═══ Data ═══
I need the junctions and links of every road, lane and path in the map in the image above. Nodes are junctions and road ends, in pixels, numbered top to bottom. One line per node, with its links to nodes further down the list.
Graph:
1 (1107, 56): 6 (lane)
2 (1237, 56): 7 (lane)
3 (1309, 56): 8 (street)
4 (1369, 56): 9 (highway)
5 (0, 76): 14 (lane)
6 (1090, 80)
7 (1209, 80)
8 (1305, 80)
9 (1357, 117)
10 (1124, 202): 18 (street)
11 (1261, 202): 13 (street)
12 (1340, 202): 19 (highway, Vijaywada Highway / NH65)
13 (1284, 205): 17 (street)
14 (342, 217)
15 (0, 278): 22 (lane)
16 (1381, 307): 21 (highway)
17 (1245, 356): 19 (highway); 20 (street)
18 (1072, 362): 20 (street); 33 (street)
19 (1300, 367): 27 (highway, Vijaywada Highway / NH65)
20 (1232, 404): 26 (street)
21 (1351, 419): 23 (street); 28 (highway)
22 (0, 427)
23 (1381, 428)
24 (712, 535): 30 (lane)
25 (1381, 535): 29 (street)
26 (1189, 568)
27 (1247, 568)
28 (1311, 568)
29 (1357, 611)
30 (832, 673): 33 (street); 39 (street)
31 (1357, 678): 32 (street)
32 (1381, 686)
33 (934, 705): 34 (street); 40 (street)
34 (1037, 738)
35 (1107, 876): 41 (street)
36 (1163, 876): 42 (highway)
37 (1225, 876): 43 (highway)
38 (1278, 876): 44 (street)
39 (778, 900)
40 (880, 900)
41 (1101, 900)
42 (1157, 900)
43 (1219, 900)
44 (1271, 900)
═══
> What the exercise asks: Copy out every record exactly.

> Solution:
I need the junctions and links of every road, lane and path in the map in the image above. Nodes are junctions and road ends, in pixels, numbered top to bottom. One line per node, with its links to nodes further down the list.
Graph:
1 (1107, 56): 6 (lane)
2 (1237, 56): 7 (lane)
3 (1309, 56): 8 (street)
4 (1369, 56): 9 (highway)
5 (0, 76): 14 (lane)
6 (1090, 80)
7 (1209, 80)
8 (1305, 80)
9 (1357, 117)
10 (1124, 202): 18 (street)
11 (1261, 202): 13 (street)
12 (1340, 202): 19 (highway, Vijaywada Highway / NH65)
13 (1284, 205): 17 (street)
14 (342, 217)
15 (0, 278): 22 (lane)
16 (1381, 307): 21 (highway)
17 (1245, 356): 19 (highway); 20 (street)
18 (1072, 362): 20 (street); 33 (street)
19 (1300, 367): 27 (highway, Vijaywada Highway / NH65)
20 (1232, 404): 26 (street)
21 (1351, 419): 23 (street); 28 (highway)
22 (0, 427)
23 (1381, 428)
24 (712, 535): 30 (lane)
25 (1381, 535): 29 (street)
26 (1189, 568)
27 (1247, 568)
28 (1311, 568)
29 (1357, 611)
30 (832, 673): 33 (street); 39 (street)
31 (1357, 678): 32 (street)
32 (1381, 686)
33 (934, 705): 34 (street); 40 (street)
34 (1037, 738)
35 (1107, 876): 41 (street)
36 (1163, 876): 42 (highway)
37 (1225, 876): 43 (highway)
38 (1278, 876): 44 (street)
39 (778, 900)
40 (880, 900)
41 (1101, 900)
42 (1157, 900)
43 (1219, 900)
44 (1271, 900)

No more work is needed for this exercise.